I’m glad I’ve provoked your thinking and for the most part, I agree with the comments. However, I was shocked by Dr. Sorensen’s perspective. He may have misunderstood what I meant by brand (which I’ll get to in a moment), but I completely disagree with his point that retailers should manage their assortment by profitability alone and that the retailer’s function is to “sell” a customer to a manufacturer (what he calls a “brand supplier”) by building and stocking a warehouse of products. This overlooks the role and value of retailer as curator of products and brands, and the retailer’s use of product brand selection to develop its own brand — not to mention the importance of the shopping experience apart from the product.

As for David Zahn’s question, by “brand,” I had meant “banner” — the retailer’s brand. If a company has one brand, e.g., Brookstone, it should not operate a brick-and-mortar business unit separate from an online or catalog unit.
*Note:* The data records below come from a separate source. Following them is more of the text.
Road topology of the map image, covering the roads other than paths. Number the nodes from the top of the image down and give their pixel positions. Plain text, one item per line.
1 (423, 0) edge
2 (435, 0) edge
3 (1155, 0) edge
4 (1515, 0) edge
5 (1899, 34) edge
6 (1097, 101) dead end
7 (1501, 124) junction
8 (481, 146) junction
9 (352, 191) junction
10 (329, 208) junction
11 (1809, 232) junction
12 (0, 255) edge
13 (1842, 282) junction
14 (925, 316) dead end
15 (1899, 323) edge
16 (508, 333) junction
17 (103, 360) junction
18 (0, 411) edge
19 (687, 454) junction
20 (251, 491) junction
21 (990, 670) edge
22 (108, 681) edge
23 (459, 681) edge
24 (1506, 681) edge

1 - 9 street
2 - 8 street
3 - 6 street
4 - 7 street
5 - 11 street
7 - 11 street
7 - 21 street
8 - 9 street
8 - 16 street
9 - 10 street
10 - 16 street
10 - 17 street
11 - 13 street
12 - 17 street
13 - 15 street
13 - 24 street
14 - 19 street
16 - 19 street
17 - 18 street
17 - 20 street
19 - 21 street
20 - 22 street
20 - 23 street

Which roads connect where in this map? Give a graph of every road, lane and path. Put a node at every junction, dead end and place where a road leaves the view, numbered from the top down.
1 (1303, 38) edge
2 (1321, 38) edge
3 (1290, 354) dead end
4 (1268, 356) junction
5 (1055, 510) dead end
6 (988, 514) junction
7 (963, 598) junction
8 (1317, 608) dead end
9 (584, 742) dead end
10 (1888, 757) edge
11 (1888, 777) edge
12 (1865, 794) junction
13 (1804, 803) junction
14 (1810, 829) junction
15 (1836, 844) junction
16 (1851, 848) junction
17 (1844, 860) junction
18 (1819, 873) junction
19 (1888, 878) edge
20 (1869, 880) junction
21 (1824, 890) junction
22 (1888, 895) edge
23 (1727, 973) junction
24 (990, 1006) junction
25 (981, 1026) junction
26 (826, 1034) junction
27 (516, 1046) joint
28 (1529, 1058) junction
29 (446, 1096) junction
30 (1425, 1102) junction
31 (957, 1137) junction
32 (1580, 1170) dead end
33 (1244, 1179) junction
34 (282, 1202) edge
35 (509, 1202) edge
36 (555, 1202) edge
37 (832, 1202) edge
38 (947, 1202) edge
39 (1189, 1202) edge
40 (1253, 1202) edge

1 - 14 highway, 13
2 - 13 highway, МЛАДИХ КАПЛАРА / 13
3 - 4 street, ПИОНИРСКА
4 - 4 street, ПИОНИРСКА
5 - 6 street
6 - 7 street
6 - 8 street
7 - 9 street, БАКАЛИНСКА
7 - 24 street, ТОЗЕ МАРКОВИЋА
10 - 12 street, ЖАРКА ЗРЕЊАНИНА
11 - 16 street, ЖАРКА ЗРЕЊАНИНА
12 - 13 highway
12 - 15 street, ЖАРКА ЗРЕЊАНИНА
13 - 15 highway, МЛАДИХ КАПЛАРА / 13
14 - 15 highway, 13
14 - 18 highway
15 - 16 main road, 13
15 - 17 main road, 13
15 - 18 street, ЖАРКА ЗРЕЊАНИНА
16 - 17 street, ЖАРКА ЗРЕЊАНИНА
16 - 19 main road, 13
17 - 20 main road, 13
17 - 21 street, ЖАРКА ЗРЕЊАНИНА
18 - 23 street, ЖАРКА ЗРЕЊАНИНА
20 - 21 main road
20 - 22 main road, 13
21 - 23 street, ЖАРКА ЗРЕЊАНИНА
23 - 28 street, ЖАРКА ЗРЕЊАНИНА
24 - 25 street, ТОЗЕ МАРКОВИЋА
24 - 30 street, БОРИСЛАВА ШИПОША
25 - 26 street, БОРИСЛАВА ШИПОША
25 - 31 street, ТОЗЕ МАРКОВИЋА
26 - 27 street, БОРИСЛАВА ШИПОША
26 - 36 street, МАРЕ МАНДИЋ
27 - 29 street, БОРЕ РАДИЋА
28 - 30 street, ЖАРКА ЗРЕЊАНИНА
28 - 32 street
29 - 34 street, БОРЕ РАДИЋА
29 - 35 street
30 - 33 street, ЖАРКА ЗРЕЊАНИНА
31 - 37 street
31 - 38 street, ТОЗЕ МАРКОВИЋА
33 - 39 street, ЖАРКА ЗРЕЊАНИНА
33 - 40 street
If a company has more than one brand, e.g., Gap, Inc., it should have business units for Gap, Banana Republic, Old Navy, etc. and each unit should manage all channels for its brand, as opposed to having a single e-commerce unit for all brands. This will ensure that each brand:
– presents a unified and cohesive brand message
– offers consistent assortment, pricing, promotions, etc.
– delivers an omni-channel brand experience.

However, Mr. Zahn’s question got me thinking about the opportunities for retailers to manage their product brands holistically as well, and I believe there is merit to doing so in many instances. I’ll be sharing my thoughts on this in an upcoming post, so stay tuned.

Thanks again.

Susan McLain
Susan McLain
11 years ago

I have seen retailers such a JCPenney reorganize their stores to have a different section by brand (e.g. Levi, Lee, Wrangler for jeans). As a consumer, this was really difficult for my shopping experience. I prefer jeans to be all together by style, not brand, so I don’t have to wander around the store to find the right pair. And I felt the displays had uneven marketing opportunities for the different brands—by virtue of placement, some were more difficult to find than others, giving an unfair advantage in my opinion. It turned me off of the shopping experience entirely in that particular store.

However, Denise’s explanation below helps me to see what she is trying to convey—and yes, as a consumer, when I saw that Carter’s and OshKosh combined their websites, it became difficult to determine which brand I was really buying from; although the checkout was easier since I didn’t have to pay separate shipping. I felt the brands were getting too diluted together and soon, I expect one of the brands to no longer exist if they want to maintain a strong brand presence.